Chai tow, Chinese radish, giant radish, Japanese radish, Korean radish, lo baak, lo bok, mooli, Oriental radish, white radish
Raphanus sativus var. longipinnatus
Daikon is a mild-flavoured, very large, juicy white Asian radish. It is typically about 5cm in diameter and can be up to 40cm long. It can be eaten raw or cooked, which is unusual for a radish.
Roots of bunched or topped radish should be of uniform and similar shape for the variety, well formed, smooth and firm but of tender texture. They should be free of growth or harvest damage, and free of decay, disease or insects. Bunched radish tops should be fresh in appearance, turgid, and free of freeze injury or other serious injury, seed stalk, yellowing or other discolouration, disease, decay, or insects.
Postharvest storage temperature
Optimum storage temperature is 0°C. Rapid cooling is essential to achieve the full storage potential of both bunched and topped roots.
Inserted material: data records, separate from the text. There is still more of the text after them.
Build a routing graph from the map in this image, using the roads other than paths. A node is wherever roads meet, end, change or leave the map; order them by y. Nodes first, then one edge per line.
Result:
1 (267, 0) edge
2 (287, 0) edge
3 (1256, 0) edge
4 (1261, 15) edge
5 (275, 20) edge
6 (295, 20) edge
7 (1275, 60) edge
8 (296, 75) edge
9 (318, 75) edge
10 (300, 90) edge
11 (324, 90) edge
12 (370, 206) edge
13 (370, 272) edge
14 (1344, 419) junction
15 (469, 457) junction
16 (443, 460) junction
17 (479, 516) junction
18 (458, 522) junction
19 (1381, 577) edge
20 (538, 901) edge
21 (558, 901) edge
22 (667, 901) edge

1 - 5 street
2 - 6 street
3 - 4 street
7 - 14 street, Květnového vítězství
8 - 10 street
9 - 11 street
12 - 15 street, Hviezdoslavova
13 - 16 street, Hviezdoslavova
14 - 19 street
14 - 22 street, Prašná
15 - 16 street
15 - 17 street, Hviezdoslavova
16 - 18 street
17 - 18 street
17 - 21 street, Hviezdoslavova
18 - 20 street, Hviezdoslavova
Radish is suitable for icing to maintain temperature and contribute moisture for retaining a crisp texture. Daikon-type radish may last 3–4 months under these conditions.
Controlled atmosphere storage
Atmospheres of 1–2% O2 and 2-3% CO2 are slightly beneficial in maintaining quality of topped radish when storage temperatures are 5–7°C. Controlled atmosphere helps retard the re-growth of shoots and rootlets in 'topped and tailed' roots. However, exposure to controlled atmospheres above 7°C will result in the development of off-flavours, browning and soft rot.
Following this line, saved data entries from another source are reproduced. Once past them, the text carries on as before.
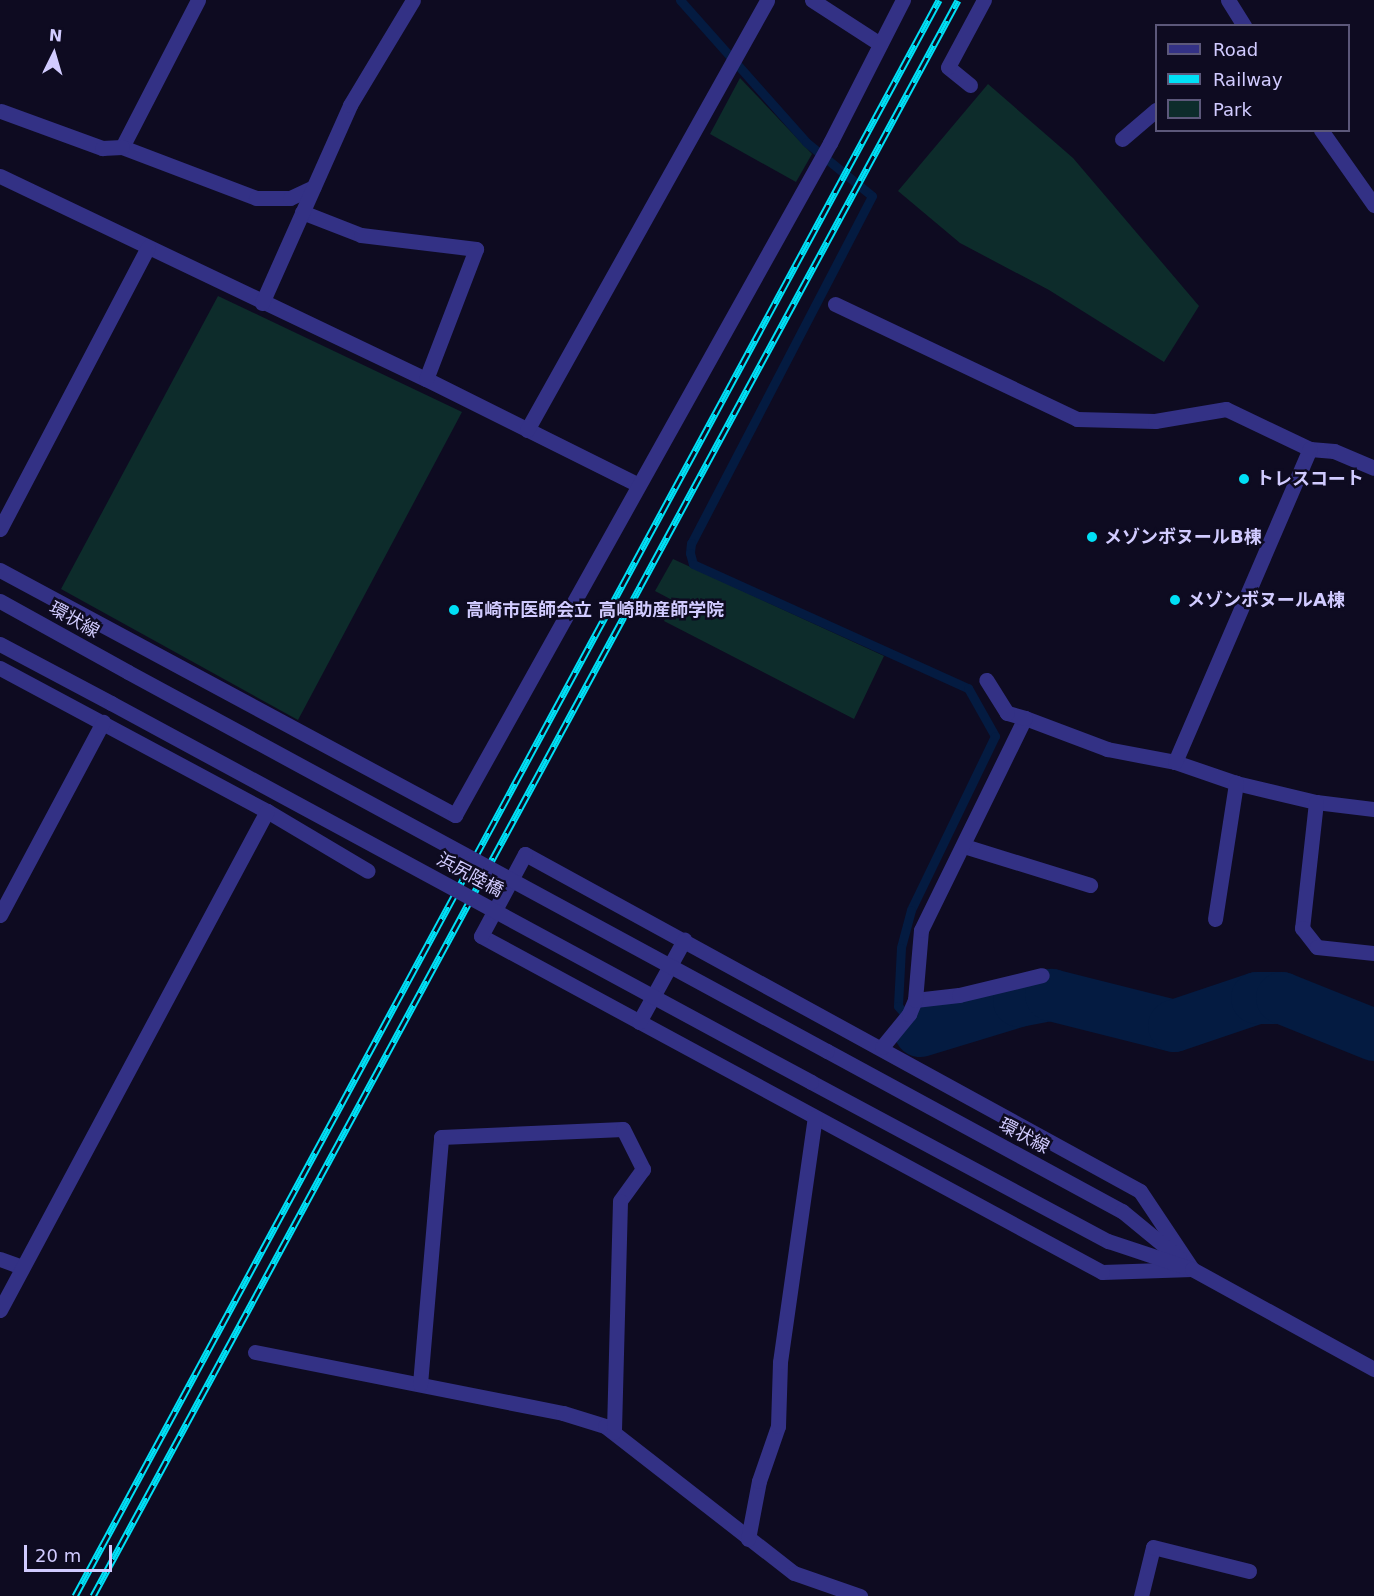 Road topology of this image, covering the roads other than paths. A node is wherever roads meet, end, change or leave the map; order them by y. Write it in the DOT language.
graph roads {
  1 [pos="198,0"];
  2 [pos="413,0"];
  3 [pos="766,0"];
  4 [pos="812,0"];
  5 [pos="903,0"];
  6 [pos="984,0"];
  7 [pos="1228,0"];
  8 [pos="1243,24"];
  9 [pos="880,44"];
  10 [pos="970,85"];
  11 [pos="1,111"];
  12 [pos="1155,111"];
  13 [pos="1322,132"];
  14 [pos="1122,138"];
  15 [pos="122,147"];
  16 [pos="0,176"];
  17 [pos="314,187"];
  18 [pos="1372,199"];
  19 [pos="302,212"];
  20 [pos="148,248"];
  21 [pos="262,303"];
  22 [pos="835,304"];
  23 [pos="426,379"];
  24 [pos="527,430"];
  25 [pos="1310,449"];
  26 [pos="1374,468"];
  27 [pos="637,484"];
  28 [pos="0,530"];
  29 [pos="0,570"];
  30 [pos="0,601"];
  31 [pos="0,644"];
  32 [pos="0,668"];
  33 [pos="128,672"];
  34 [pos="986,680"];
  35 [pos="1025,718"];
  36 [pos="104,722"];
  37 [pos="1175,762"];
  38 [pos="1236,783"];
  39 [pos="1316,802"];
  40 [pos="1374,809"];
  41 [pos="267,810"];
  42 [pos="964,846"];
  43 [pos="368,871"];
  44 [pos="1090,885"];
  45 [pos="0,915"];
  46 [pos="1215,920"];
  47 [pos="684,940"];
  48 [pos="1374,953"];
  49 [pos="1042,975"];
  50 [pos="915,1000"];
  51 [pos="639,1022"];
  52 [pos="882,1047"];
  53 [pos="827,1051"];
  54 [pos="811,1082"];
  55 [pos="815,1117"];
  56 [pos="0,1259"];
  57 [pos="22,1267"];
  58 [pos="1192,1269"];
  59 [pos="0,1310"];
  60 [pos="255,1352"];
  61 [pos="1374,1369"];
  62 [pos="420,1384"];
  63 [pos="614,1432"];
  64 [pos="748,1539"];
  65 [pos="1249,1571"];
  66 [pos="860,1596"];
  67 [pos="1141,1596"];
  1 -- 15 [label="street"];
  2 -- 17 [label="street"];
  3 -- 24 [label="street"];
  4 -- 9 [label="street"];
  5 -- 9 [label="street"];
  6 -- 10 [label="street"];
  7 -- 8 [label="street"];
  9 -- 27 [label="street"];
  11 -- 15 [label="street"];
  12 -- 14 [label="street"];
  13 -- 18 [label="street"];
  15 -- 17 [label="street"];
  16 -- 20 [label="street"];
  17 -- 19 [label="street"];
  19 -- 21 [label="street"];
  19 -- 23 [label="street"];
  20 -- 21 [label="street"];
  20 -- 28 [label="street"];
  21 -- 23 [label="street"];
  22 -- 25 [label="street"];
  23 -- 24 [label="street"];
  24 -- 27 [label="street"];
  25 -- 26 [label="street"];
  25 -- 37 [label="street"];
  27 -- 29 [label="street"];
  30 -- 33 [label="street, 環状線"];
  31 -- 54 [label="street, 浜尻陸橋, bridge"];
  32 -- 36 [label="street"];
  33 -- 53 [label="street, 浜尻陸橋, bridge"];
  34 -- 35 [label="street"];
  35 -- 37 [label="street"];
  35 -- 42 [label="street"];
  36 -- 41 [label="street"];
  36 -- 45 [label="street"];
  37 -- 38 [label="street"];
  38 -- 39 [label="street"];
  38 -- 46 [label="street"];
  39 -- 40 [label="street"];
  39 -- 48 [label="street"];
  41 -- 43 [label="street"];
  41 -- 57 [label="street"];
  42 -- 44 [label="street"];
  42 -- 50 [label="street"];
  47 -- 51 [label="street"];
  47 -- 51 [label="street"];
  47 -- 52 [label="street"];
  49 -- 50 [label="street"];
  50 -- 52 [label="street"];
  51 -- 55 [label="street"];
  52 -- 58 [label="street"];
  53 -- 58 [label="street, 環状線"];
  54 -- 58 [label="street, 環状線"];
  55 -- 58 [label="street"];
  55 -- 64 [label="street"];
  56 -- 57 [label="street"];
  57 -- 59 [label="street"];
  58 -- 61 [label="street, 環状線"];
  60 -- 62 [label="street"];
  62 -- 63 [label="street"];
  62 -- 63 [label="street"];
  63 -- 64 [label="street"];
  64 -- 66 [label="street"];
  65 -- 67 [label="street"];
}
Daikon is not sensitive to ethylene. Bunched tops may exhibit yellowing with prolonged storage and ethylene exposure.
Daikon should be stored at 95–100% relative humidity to reduce water loss.
Disease & infection
Bacterial black spot is a problem in some production locations and will develop in postharvest storage at warmer than optimum temperatures. Refrigeration is the primary control but washing roots in chlorinated water is reported to significantly control this disease. Prompt cooling, chlorination, and refrigeration are also effective in controlling bacterial soft rot. Rhizotonia spp. lesions may develop in storage at warmer than optimal temperatures but can be effectively controlled in the field. Grey mould and watery soft rot can develop, especially around harvest wounds, even at temperatures below 5°C.
Treat daikon like you would carrots. To maximise flavour, crunch and nutrient content, eat raw—you can also stir-fry, steam, bake or use in soups.